De Keizerin, die sprakeloos het gansche onderhoud gevolgd had, drukte haar in de armen, zoodra zij zich alleen bevonden.
‘God zal u loonen,’ zeide zij met tranen in de stem: ‘het offer was zóó groot dat ik nooit de kracht zou hebben gevoeld het van u te vragen.’

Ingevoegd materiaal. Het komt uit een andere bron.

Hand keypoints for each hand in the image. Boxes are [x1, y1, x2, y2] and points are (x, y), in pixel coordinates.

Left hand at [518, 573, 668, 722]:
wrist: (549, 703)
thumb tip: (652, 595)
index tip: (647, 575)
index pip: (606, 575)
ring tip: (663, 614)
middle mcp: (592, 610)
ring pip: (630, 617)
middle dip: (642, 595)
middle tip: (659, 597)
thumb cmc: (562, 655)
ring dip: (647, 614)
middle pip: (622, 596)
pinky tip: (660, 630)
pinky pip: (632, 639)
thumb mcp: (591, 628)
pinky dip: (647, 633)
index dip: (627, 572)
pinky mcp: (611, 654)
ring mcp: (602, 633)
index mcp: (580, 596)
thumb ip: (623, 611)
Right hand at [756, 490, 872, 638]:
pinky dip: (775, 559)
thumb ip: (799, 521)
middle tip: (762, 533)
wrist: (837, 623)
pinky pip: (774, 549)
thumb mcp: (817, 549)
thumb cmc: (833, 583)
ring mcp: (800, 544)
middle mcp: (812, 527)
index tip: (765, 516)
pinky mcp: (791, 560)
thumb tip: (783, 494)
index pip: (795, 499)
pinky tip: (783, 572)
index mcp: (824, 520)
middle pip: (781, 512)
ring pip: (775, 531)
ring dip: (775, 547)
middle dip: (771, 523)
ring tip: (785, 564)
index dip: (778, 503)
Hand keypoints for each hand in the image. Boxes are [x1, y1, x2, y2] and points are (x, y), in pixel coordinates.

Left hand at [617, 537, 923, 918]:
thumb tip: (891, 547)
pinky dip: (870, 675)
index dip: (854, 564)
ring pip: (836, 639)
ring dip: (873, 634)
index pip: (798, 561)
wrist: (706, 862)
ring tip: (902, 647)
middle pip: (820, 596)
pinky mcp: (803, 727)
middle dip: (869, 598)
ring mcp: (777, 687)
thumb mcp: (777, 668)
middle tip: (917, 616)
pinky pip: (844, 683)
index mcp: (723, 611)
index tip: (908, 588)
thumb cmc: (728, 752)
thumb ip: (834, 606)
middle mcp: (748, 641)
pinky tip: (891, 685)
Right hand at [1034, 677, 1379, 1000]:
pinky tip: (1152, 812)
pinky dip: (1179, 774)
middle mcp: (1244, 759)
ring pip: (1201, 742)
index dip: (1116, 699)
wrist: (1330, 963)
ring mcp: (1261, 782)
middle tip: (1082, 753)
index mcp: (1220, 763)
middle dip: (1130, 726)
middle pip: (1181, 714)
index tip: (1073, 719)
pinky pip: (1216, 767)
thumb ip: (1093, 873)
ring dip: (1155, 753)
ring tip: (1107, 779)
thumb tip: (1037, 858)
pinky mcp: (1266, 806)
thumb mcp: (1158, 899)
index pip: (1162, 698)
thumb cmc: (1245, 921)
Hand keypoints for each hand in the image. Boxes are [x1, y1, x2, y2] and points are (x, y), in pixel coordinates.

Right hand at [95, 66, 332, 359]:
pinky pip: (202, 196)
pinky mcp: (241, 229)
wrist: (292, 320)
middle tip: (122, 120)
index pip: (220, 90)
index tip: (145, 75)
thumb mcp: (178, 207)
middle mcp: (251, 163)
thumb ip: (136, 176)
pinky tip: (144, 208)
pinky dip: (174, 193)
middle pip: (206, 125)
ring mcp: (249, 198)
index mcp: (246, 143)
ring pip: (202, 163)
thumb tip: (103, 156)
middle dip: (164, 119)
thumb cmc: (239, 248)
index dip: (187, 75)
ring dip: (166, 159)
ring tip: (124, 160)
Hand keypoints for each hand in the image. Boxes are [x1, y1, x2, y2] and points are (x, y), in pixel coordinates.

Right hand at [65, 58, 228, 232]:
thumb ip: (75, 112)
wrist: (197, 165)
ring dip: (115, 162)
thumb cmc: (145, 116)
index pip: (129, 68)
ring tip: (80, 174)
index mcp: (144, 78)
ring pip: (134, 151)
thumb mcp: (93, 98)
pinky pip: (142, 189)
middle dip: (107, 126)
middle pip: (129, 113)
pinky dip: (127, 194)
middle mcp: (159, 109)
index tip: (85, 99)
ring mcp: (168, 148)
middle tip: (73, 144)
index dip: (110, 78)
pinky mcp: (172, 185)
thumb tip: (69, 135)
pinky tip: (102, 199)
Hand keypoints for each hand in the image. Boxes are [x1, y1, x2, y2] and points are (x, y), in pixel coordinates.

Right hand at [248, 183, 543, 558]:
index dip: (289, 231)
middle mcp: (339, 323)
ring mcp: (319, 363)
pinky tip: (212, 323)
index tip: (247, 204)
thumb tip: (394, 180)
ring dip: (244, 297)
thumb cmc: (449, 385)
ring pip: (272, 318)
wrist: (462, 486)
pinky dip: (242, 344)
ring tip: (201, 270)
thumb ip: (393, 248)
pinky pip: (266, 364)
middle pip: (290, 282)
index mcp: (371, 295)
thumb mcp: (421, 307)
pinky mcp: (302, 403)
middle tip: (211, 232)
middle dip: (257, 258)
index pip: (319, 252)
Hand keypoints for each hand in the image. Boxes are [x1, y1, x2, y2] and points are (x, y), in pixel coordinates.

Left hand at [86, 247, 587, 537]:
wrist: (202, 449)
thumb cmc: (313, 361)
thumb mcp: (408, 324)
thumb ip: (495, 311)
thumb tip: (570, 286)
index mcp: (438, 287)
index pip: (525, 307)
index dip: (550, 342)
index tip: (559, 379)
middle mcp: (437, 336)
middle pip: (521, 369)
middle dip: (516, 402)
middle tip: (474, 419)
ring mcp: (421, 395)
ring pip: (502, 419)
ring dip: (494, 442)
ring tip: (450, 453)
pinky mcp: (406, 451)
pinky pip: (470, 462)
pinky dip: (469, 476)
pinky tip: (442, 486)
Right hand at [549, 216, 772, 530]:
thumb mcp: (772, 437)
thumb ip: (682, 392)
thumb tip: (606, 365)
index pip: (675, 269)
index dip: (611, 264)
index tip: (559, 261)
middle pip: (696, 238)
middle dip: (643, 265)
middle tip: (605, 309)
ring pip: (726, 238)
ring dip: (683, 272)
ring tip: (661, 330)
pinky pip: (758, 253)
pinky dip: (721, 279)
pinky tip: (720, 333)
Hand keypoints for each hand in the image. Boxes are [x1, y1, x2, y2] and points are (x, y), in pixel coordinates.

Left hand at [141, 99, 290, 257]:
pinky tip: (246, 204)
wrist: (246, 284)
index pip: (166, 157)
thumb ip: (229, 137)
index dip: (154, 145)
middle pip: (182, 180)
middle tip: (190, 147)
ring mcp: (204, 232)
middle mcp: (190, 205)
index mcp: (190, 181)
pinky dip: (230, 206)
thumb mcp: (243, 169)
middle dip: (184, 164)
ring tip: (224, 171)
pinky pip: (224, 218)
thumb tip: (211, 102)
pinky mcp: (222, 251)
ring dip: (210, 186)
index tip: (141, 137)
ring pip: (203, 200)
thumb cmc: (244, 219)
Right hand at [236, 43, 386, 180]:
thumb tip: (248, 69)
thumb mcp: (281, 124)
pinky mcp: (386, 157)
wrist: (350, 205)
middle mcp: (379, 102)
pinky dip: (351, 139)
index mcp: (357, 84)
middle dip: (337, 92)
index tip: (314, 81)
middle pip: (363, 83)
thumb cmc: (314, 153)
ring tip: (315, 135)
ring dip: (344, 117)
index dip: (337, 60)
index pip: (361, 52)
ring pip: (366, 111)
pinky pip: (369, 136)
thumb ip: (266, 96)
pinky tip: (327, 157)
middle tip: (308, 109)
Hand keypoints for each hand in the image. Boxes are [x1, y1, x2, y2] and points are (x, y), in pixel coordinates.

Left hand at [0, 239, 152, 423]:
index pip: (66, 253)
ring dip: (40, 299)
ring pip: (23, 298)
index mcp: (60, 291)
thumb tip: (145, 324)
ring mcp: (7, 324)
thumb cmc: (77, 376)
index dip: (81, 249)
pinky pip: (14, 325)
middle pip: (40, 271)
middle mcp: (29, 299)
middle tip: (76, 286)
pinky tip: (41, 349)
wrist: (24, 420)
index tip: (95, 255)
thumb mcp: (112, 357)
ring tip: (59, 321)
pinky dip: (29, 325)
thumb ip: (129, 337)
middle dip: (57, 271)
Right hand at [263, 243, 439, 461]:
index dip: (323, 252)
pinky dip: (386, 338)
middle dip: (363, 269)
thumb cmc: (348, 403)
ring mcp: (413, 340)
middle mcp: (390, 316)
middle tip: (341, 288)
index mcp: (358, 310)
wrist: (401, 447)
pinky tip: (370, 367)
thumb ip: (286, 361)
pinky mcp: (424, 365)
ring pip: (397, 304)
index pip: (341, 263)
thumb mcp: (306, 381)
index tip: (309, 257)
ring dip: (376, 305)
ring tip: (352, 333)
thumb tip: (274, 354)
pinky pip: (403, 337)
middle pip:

‘Ja, het is heel groot,’ antwoordde de jonge prinses met moeite: ‘het is mijn gansche leven dat ik verwoest; maar vader was niet minder waard, en Wilhelm zal mij begrijpen. Laat ons thans tot den Keizer gaan.’
‘Gevoelt gij u wel sterk genoeg om hem te verbergen hoeveel het u kost?’
‘Om zijn leven te redden kan ik alles.’
‘Kom dan mede.’
Nog altijd lag Herman I op zijne rustbank uitgestrekt, in die wreede machteloosheid, welke hem meer dan iets anders pijnigde. Het jonge meisje ontstelde bij zijn aanblik, maar was zichzelve weder spoedig meester, en op haar vader toegaande strengelde zij de armen om hem heen en fluisterde hem toe, met een glimlach vol onweerstaanbare betoovering op de lippen:
| |
| |
‘Ik kom mijn vadertje een wel wat vernederende bekentenis afleggen; maar nog is het niet te laat. Souvent femme varie, dat weet gij, en ik die mijzelve zoo krachtig waande, ik ben even zwak als mijne zusters. De zekerheid dat mijn huwelijk nu spoedig tot stand zou komen, heeft mij doen inzien dat het alleen het onbereikbare was wat mij daarin aantrok, en dat ik niet waarlijk liefhad. Nooit meer dus zal er sprake van die verbintenis wezen.’
En haar hoofdje boog zich op 's keizers borst, en terwijl de tranen hem langs de wangen daalden, lachte zij hem toe, met een lach zóó zonnig dat men haar lief moest hebben zooals hij, om te peilen wat zich daarachter verborg.
Ook de keizerin weende, en achter haar op den drempel van het vertrek, stond Lodewijk, die beide vrouwen bijna op den voet gevolgd was, om afscheid van zijn vader te nemen, en wien thans de moed ontbrak dat tooneel te ontwijden. Voor het eerst misschien in zijn leven gevoelde hij eene grenzenlooze bewondering voor zelfverloochening en liefde. Zijn blik was verzacht, en zelfs zijne oogen stonden vol tranen.